ASSIGNMENT: Give the records below again, exactly as they appear.

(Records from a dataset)
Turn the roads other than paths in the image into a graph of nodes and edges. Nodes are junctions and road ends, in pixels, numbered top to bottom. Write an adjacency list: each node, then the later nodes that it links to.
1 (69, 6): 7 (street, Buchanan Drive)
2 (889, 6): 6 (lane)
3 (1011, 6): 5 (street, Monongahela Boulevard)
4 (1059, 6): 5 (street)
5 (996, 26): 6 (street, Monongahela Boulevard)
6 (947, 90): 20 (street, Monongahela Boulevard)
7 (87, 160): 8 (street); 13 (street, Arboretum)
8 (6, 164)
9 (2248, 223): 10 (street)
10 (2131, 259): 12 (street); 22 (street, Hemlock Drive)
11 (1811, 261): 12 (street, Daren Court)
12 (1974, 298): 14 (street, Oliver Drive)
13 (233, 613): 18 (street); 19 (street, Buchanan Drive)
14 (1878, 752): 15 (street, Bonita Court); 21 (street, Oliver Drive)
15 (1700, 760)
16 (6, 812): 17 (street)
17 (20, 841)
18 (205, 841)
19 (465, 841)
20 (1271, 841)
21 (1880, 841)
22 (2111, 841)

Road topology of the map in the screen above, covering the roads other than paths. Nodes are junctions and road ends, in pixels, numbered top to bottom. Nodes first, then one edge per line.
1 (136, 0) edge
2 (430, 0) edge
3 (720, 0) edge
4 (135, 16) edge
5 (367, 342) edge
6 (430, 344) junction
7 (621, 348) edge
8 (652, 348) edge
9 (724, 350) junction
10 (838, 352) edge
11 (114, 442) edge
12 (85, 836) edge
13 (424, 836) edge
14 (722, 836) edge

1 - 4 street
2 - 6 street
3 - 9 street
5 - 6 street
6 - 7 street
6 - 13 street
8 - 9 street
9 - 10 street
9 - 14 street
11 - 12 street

ANSWER SECTION:
Turn the roads other than paths in the image into a graph of nodes and edges. Nodes are junctions and road ends, in pixels, numbered top to bottom. Write an adjacency list: each node, then the later nodes that it links to.
1 (69, 6): 7 (street, Buchanan Drive)
2 (889, 6): 6 (lane)
3 (1011, 6): 5 (street, Monongahela Boulevard)
4 (1059, 6): 5 (street)
5 (996, 26): 6 (street, Monongahela Boulevard)
6 (947, 90): 20 (street, Monongahela Boulevard)
7 (87, 160): 8 (street); 13 (street, Arboretum)
8 (6, 164)
9 (2248, 223): 10 (street)
10 (2131, 259): 12 (street); 22 (street, Hemlock Drive)
11 (1811, 261): 12 (street, Daren Court)
12 (1974, 298): 14 (street, Oliver Drive)
13 (233, 613): 18 (street); 19 (street, Buchanan Drive)
14 (1878, 752): 15 (street, Bonita Court); 21 (street, Oliver Drive)
15 (1700, 760)
16 (6, 812): 17 (street)
17 (20, 841)
18 (205, 841)
19 (465, 841)
20 (1271, 841)
21 (1880, 841)
22 (2111, 841)

Road topology of the map in the screen above, covering the roads other than paths. Nodes are junctions and road ends, in pixels, numbered top to bottom. Nodes first, then one edge per line.
1 (136, 0) edge
2 (430, 0) edge
3 (720, 0) edge
4 (135, 16) edge
5 (367, 342) edge
6 (430, 344) junction
7 (621, 348) edge
8 (652, 348) edge
9 (724, 350) junction
10 (838, 352) edge
11 (114, 442) edge
12 (85, 836) edge
13 (424, 836) edge
14 (722, 836) edge

1 - 4 street
2 - 6 street
3 - 9 street
5 - 6 street
6 - 7 street
6 - 13 street
8 - 9 street
9 - 10 street
9 - 14 street
11 - 12 street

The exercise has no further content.